WHAT TO WORK ON: Among the entries below, count the lines with "numbered" in them and state the total without comment.

[Opening INFORMATION section]

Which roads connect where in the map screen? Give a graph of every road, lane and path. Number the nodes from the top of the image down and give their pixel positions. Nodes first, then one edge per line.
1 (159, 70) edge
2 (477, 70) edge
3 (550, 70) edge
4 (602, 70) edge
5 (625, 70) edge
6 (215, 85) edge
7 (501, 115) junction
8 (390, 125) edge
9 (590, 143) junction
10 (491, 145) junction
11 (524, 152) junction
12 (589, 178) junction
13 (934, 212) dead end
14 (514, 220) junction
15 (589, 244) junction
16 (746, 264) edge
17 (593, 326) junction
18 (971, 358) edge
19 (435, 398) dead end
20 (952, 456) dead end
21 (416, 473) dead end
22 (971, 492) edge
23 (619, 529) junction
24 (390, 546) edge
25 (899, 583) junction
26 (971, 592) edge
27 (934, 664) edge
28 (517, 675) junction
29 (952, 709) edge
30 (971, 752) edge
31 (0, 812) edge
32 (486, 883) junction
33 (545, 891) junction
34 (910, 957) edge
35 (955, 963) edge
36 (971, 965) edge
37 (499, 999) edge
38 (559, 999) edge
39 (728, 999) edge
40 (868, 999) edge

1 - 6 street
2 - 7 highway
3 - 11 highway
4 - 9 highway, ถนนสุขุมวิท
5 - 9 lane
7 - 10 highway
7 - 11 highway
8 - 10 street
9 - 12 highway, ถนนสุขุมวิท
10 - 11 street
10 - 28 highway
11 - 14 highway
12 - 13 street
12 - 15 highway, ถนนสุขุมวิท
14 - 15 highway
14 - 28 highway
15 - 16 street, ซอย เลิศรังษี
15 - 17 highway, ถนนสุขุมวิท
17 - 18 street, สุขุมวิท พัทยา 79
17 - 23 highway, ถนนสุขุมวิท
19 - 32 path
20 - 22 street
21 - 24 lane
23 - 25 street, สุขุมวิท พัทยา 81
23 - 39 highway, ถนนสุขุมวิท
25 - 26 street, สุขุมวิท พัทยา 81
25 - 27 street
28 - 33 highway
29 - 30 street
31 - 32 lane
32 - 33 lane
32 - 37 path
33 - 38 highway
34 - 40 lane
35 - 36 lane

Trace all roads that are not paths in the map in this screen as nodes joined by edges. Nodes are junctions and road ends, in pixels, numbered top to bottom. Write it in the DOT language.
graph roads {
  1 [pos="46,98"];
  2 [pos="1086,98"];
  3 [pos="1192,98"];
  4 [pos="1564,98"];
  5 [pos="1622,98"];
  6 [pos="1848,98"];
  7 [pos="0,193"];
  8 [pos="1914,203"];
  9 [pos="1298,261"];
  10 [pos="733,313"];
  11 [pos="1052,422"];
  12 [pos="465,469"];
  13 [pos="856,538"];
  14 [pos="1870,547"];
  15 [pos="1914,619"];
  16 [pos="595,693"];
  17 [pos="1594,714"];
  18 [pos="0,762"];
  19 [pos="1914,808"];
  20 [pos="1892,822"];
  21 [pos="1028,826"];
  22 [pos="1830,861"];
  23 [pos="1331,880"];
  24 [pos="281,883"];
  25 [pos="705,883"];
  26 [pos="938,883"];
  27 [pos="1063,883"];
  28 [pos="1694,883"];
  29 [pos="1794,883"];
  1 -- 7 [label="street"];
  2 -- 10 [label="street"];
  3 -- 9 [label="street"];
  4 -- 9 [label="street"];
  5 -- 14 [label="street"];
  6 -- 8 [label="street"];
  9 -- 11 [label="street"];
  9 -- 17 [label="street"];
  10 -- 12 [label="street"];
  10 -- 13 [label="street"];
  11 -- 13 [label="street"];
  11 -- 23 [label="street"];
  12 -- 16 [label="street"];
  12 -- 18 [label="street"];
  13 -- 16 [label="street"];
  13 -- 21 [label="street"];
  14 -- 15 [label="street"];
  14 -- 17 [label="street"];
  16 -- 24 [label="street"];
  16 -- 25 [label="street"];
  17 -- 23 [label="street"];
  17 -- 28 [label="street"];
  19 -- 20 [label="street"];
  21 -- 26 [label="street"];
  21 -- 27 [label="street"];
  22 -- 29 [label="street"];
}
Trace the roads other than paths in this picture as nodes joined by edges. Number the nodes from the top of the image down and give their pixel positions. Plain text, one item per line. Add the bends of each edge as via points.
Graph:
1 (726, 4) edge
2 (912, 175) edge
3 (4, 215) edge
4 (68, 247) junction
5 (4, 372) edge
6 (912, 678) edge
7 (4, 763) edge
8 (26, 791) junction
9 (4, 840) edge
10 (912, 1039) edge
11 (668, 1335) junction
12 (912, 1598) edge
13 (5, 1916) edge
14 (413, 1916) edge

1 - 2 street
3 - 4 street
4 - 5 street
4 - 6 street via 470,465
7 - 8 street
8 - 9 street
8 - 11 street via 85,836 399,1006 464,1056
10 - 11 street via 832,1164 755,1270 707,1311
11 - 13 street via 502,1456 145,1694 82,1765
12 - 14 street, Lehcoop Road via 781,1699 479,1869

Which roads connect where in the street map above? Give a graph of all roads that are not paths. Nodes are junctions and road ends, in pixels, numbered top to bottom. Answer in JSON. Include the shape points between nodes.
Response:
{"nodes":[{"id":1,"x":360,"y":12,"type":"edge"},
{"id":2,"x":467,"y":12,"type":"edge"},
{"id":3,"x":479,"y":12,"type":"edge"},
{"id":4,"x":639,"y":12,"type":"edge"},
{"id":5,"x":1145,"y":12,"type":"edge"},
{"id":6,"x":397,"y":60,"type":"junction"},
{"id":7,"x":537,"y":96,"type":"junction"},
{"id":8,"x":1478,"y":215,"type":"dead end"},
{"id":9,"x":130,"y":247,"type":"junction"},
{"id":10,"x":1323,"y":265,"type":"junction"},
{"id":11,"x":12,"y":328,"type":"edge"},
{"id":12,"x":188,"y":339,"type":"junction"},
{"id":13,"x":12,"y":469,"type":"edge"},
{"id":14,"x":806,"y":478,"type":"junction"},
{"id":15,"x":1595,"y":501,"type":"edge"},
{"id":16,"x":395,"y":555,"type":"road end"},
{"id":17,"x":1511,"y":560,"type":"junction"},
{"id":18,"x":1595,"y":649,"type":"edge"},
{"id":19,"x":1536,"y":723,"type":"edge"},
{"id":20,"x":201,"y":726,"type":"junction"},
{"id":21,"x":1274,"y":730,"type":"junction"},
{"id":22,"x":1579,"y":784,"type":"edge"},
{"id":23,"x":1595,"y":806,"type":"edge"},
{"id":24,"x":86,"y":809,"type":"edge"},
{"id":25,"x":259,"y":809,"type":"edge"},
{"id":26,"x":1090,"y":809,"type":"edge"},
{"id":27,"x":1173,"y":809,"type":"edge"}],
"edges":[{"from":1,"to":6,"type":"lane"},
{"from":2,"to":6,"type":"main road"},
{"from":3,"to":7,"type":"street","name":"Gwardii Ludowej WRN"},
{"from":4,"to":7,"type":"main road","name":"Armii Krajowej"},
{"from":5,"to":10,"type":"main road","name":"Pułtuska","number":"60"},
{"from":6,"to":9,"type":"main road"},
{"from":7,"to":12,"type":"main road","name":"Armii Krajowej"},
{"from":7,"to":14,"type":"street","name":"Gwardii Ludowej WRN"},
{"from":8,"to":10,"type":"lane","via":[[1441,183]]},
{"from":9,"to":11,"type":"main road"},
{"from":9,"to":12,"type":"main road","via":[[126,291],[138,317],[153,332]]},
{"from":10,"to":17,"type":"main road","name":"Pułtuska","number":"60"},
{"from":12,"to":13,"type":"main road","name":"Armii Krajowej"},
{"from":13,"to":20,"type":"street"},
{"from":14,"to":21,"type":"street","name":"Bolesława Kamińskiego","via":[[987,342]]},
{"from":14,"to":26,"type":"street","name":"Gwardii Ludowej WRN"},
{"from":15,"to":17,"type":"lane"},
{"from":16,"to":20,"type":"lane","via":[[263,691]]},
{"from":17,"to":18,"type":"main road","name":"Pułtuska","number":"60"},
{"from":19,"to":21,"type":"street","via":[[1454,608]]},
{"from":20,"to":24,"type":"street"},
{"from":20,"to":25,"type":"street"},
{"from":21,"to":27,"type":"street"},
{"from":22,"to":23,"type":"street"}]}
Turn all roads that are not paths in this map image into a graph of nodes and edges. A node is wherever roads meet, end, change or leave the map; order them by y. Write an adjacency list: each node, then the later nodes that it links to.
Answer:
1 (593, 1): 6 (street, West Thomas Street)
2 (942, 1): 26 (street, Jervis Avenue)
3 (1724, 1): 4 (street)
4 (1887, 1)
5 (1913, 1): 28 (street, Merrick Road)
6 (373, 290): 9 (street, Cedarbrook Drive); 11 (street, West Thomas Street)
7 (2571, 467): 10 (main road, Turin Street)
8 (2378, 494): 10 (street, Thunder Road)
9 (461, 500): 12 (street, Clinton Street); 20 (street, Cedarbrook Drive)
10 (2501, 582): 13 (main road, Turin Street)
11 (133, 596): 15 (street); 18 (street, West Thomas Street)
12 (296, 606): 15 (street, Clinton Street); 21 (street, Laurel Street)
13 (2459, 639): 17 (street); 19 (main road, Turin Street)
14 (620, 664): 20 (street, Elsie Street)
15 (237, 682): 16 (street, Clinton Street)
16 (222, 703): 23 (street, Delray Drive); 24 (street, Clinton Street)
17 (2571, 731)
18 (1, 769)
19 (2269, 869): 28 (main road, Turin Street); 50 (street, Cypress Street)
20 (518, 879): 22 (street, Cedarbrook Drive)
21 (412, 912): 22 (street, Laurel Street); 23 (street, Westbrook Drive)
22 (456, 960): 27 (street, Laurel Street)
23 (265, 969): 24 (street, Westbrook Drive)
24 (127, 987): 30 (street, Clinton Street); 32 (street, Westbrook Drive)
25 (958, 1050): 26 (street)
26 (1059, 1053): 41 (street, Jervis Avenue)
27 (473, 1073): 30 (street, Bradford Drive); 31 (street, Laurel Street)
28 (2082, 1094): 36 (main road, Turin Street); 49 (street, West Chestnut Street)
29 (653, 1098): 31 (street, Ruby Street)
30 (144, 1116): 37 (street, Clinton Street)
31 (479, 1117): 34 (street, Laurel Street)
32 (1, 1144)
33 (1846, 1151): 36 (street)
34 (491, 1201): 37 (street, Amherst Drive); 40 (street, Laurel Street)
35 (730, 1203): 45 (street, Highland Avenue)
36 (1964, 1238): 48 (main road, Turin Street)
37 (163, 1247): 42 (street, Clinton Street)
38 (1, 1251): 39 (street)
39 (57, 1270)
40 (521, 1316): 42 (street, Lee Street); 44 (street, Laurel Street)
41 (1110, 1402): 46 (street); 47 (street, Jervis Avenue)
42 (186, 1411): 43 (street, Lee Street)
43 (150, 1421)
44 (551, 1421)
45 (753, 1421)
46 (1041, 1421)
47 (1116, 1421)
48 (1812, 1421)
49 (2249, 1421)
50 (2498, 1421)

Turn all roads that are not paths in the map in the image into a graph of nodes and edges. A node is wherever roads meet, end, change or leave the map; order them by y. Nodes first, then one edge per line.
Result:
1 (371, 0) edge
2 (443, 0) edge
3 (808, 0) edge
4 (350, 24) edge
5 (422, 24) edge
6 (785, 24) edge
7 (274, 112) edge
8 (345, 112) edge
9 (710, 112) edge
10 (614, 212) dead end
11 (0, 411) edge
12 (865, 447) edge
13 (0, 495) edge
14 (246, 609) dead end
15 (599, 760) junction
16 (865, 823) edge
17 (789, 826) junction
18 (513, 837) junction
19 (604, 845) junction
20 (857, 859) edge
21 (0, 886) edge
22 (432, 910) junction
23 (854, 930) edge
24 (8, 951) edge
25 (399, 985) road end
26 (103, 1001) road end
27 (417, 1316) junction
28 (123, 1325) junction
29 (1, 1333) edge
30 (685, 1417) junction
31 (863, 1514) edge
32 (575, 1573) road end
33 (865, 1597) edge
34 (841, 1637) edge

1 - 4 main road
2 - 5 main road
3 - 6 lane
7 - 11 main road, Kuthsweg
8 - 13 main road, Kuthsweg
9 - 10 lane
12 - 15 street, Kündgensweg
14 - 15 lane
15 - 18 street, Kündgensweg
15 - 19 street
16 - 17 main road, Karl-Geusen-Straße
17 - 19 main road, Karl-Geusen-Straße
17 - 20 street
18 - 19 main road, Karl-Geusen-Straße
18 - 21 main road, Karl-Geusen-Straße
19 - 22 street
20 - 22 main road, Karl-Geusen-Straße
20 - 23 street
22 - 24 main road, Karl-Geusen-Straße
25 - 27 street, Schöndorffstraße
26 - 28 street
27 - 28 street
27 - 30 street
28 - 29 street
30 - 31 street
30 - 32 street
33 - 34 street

[Closing INFORMATION section]

EXERCISE ANSWER: 2